The events of the two last hours of 19 December 2010 have thrown the political chessboard in Belarus up in the air. In that violent moment following the presidential elections, when police detained hundreds of opposition protesters on the streets of Minsk, the questions that had preoccupied Belarusian and foreign political minds in the previous weeks - about whether Europe would recognise the election results, Moscow’s stake in the outcome, the scale of demonstrations in the aftermath - became obsolete.
Now, the focus has sharpened; the differences between the opposition’s presidential candidates - some in detention, others still free - have faded; and the range of answers to “what comes next?” has narrowed.
The response of Belarus’s authorities to Alexander Lukashenka’s securing yet another presidential mandate is one of further confrontation with domestic and foreign critics alike. This means portraying local dissenters as enemies of stability, or at best brainwashed fools; and dismissing external concerns over the government’s democratic legitimacy as undue pressure. The result will be a Belarus that further turns in on itself and for years to come resists any perceived threat to its unique developmental path.
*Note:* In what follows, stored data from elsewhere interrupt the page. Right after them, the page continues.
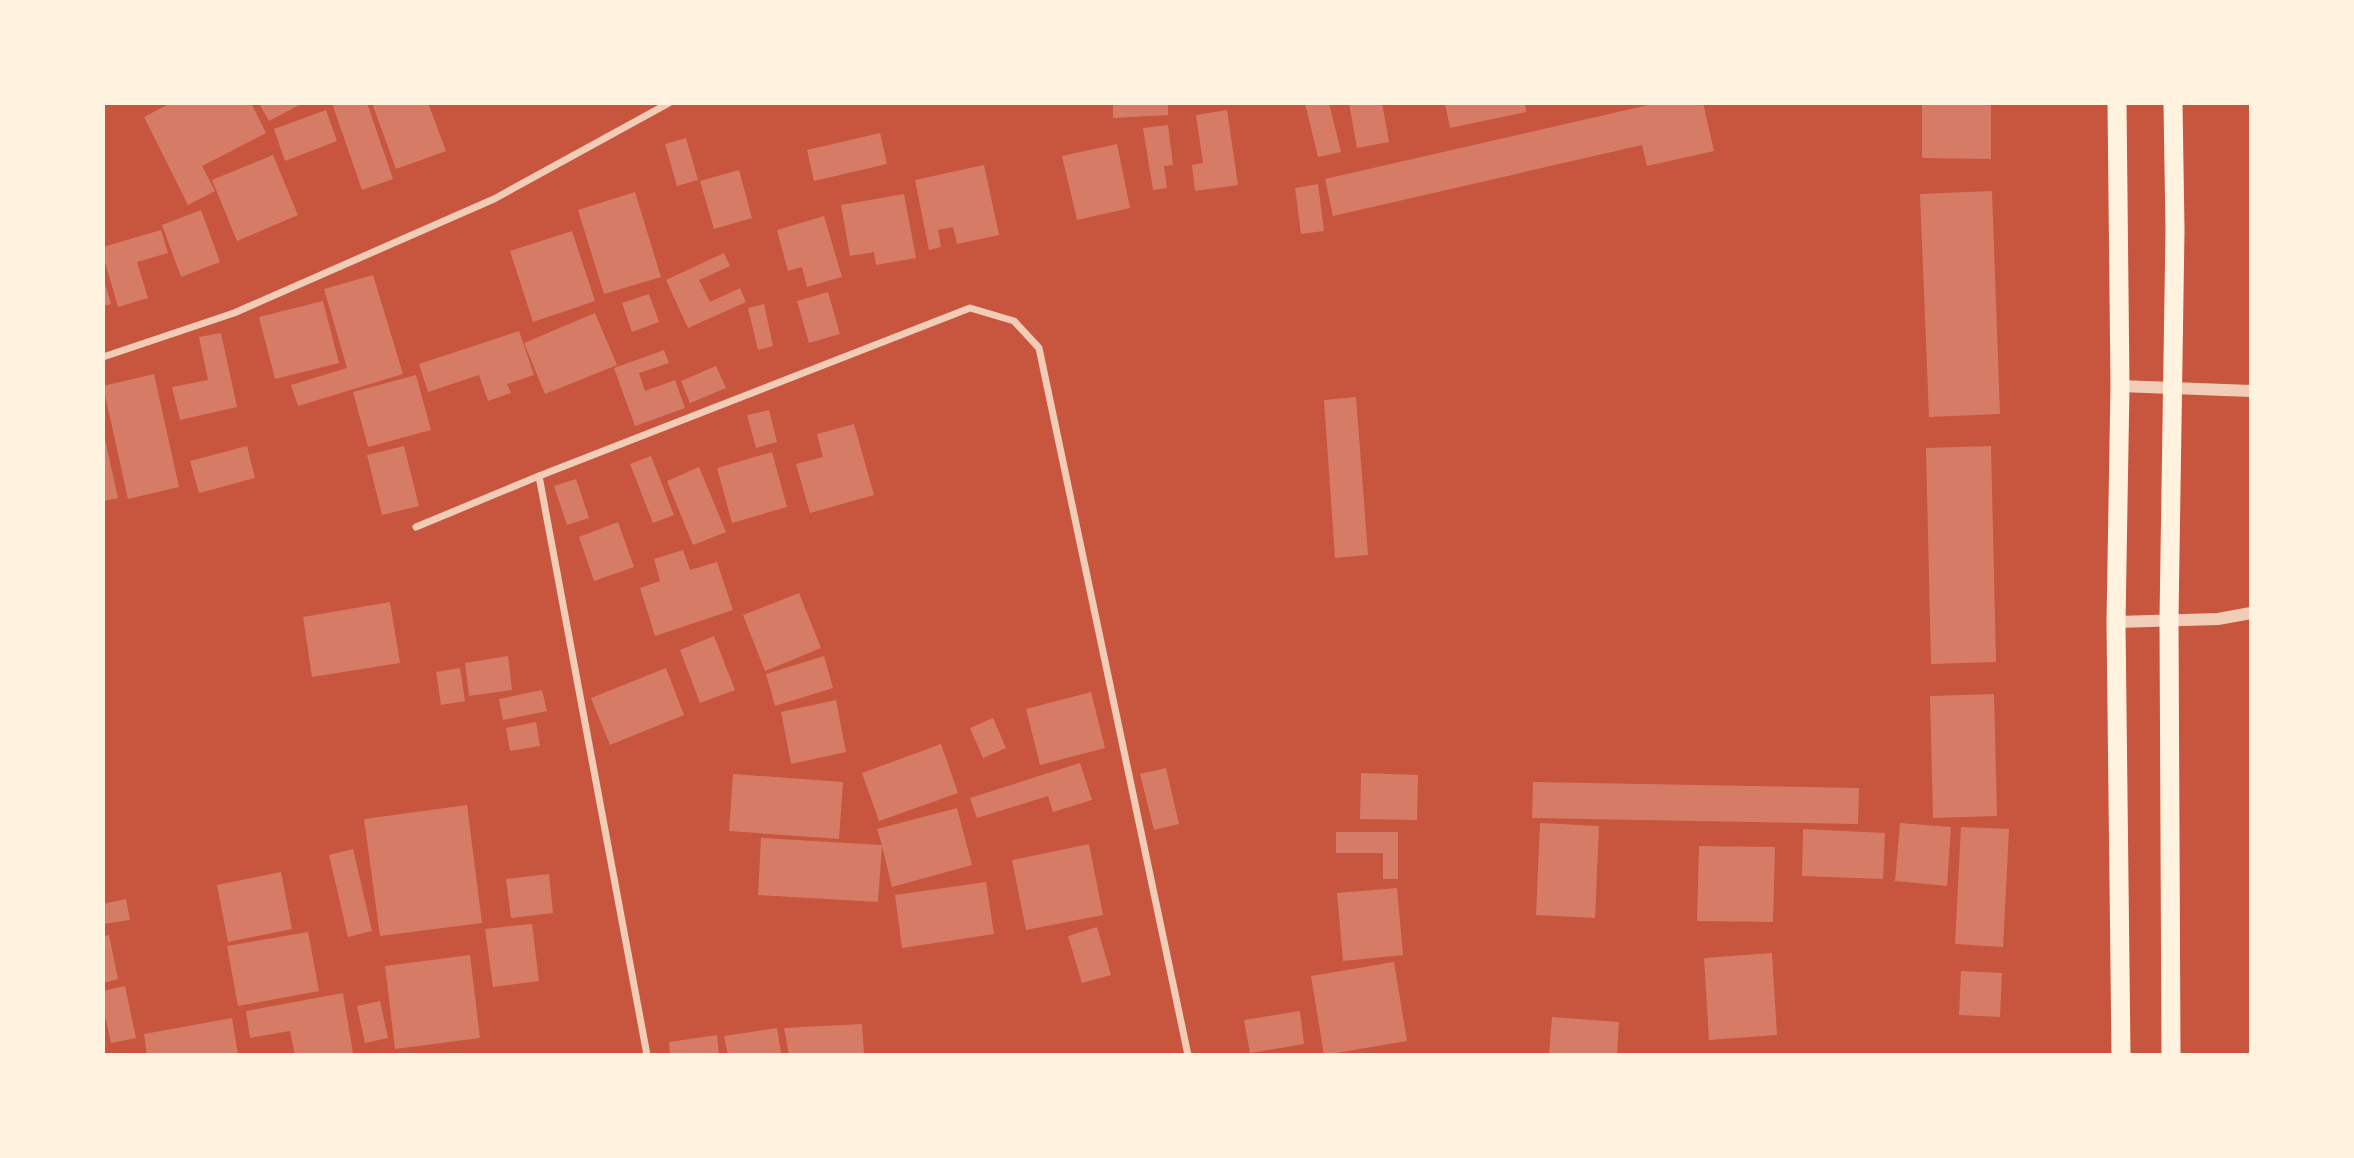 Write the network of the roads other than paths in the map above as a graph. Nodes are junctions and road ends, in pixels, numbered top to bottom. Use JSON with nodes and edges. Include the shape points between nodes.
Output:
{"nodes":[{"id":1,"x":669,"y":103,"type":"edge"},
{"id":2,"x":2116,"y":103,"type":"edge"},
{"id":3,"x":2173,"y":103,"type":"edge"},
{"id":4,"x":103,"y":357,"type":"edge"},
{"id":5,"x":2120,"y":386,"type":"junction"},
{"id":6,"x":2173,"y":388,"type":"junction"},
{"id":7,"x":2251,"y":391,"type":"edge"},
{"id":8,"x":539,"y":476,"type":"junction"},
{"id":9,"x":416,"y":527,"type":"dead end"},
{"id":10,"x":2251,"y":613,"type":"edge"},
{"id":11,"x":2169,"y":619,"type":"junction"},
{"id":12,"x":2116,"y":622,"type":"junction"},
{"id":13,"x":647,"y":1055,"type":"edge"},
{"id":14,"x":1188,"y":1055,"type":"edge"},
{"id":15,"x":2121,"y":1055,"type":"edge"},
{"id":16,"x":2171,"y":1055,"type":"edge"}],
"edges":[{"from":1,"to":4,"type":"street","via":[[494,199],[234,313]]},
{"from":2,"to":5,"type":"highway"},
{"from":3,"to":6,"type":"highway"},
{"from":5,"to":6,"type":"street"},
{"from":5,"to":12,"type":"highway"},
{"from":6,"to":7,"type":"street"},
{"from":6,"to":11,"type":"highway"},
{"from":8,"to":9,"type":"street"},
{"from":8,"to":13,"type":"street"},
{"from":8,"to":14,"type":"street","via":[[971,308],[1014,321],[1039,348]]},
{"from":10,"to":11,"type":"street","via":[[2218,619]]},
{"from":11,"to":12,"type":"street"},
{"from":11,"to":16,"type":"highway"},
{"from":12,"to":15,"type":"highway"}]} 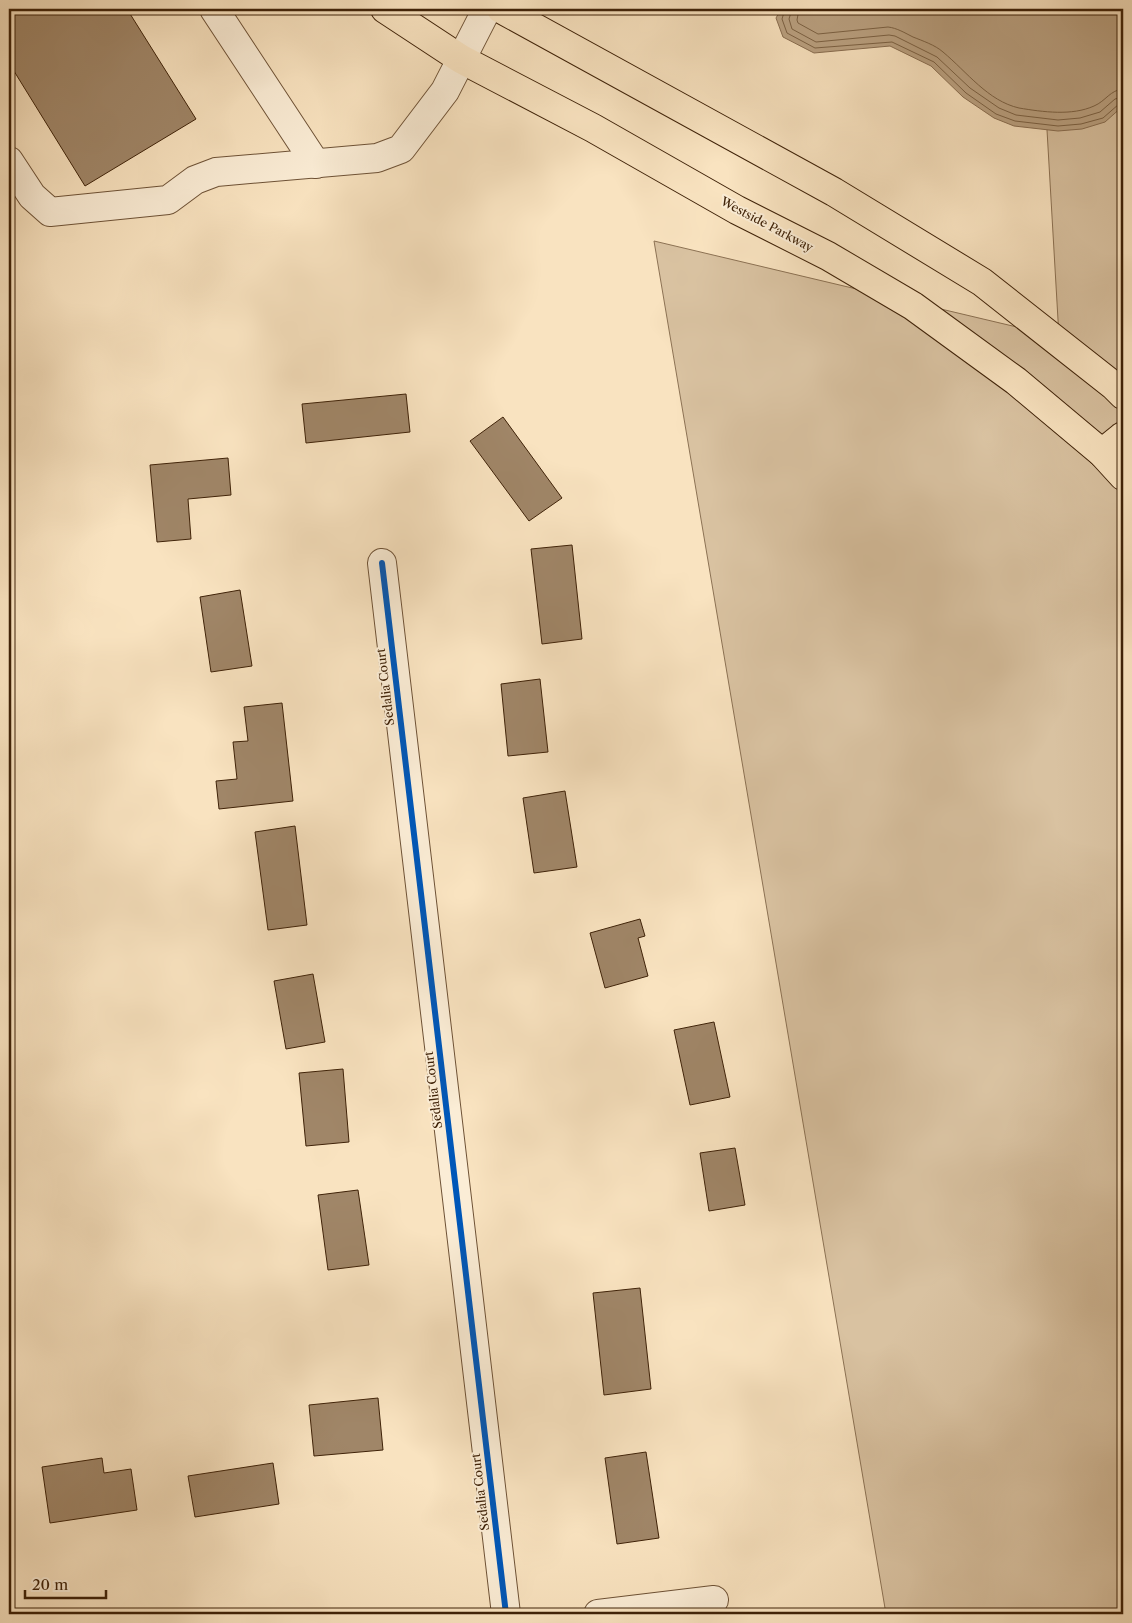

Such was the scenario played out around 1996 when Lukashenka (first elected in 1994) was still a relative newcomer in the presidency, consolidated his powers. Yet precisely because of this precedent, it is unlikely to work again. Belarus is approaching a new dramatic cycle, and the tasks required will not be accomplished with old tools.
Lukashenka has exploited the potential of the “us vs them” worldview with flair and imagination.This worldview befitted the period when the authorities’ main tasks were to assert Belarusian sovereignty and build an independent state. Lukashenka’s proud assertion that “Belarus is not run from Moscow, nor from Brussels, nor from Washington” was thus relevant to a society after its precipitous independence in the wake of the Soviet Union’s collapse left the country unsure how to deal with its new status.
But now, when the sovereignty milestone has long been passed and Belarusians know they belong to a state of their own, it is time for them to make sense of who they are. The prevailing models are little help here. Belarusians’ path has been very different from the classical European national-development one, and - despite a wealth of historical resources for nation-building - they still lack a shared, unifying understanding of themselves as a nation (including such components as common values, priorities, myths of loss and glory).
A time to move
The Soviet-style ideological material with which Lukashenka is associated no longer fits the needs of the Belarusian nation-state. But the European-centred discourse of his opponents which emphasises the country’s medieval inheritance is no more applicable to present-day Belarusian reality. Moreover, these polarising views on Belarusian identity pull the society further apart, producing the kind of bitter confrontations evident on the streets of Minsk this week.
The taste of confrontation is infectious on all sides. The regime’s repressive machine is working confidently and in full gear, while the spreading reports of the police’s treatment of the hundreds arrested during the protests intensify people’s frustration and anger. Yet counterintuitive as it may seem, Lukashenka’s coercion is working against him. He can silence his opponents and thwart their activism, impose another “big silence” over Belarus, and by dividing society earn himself a few more years in power. But in following this route Lukashenka will lose the chance of creating the legacy of a true national leader as opposed to a mere long-term power-holder.
Alexander Lukashenka has, as little today as on the day he became president, no feasible rival claimant to his power. But he does face an enormous challenge that the very logic of Belarus’s history and politics poses: building a Belarusian national identity, relevant to and owned by the whole society, not his supporters alone.
Divide and rule belongs to the past. The task now - even more after the painful experience of the December 2010 election’s afterrmath - is to seek the unique core that Belarusians have in common, in part by the very act of embracing their differences.
The unification challenge is an objective political and social need that cannot be ignored or dismissed. If Alexander Lukashenka does not stand up to it, someone else will emerge who can. Soviet-type ideology backed by oppression will no longer do the trick. After seventeen years in power, Alexander Lukashenka has to learn new skills. It is time for unite and rule.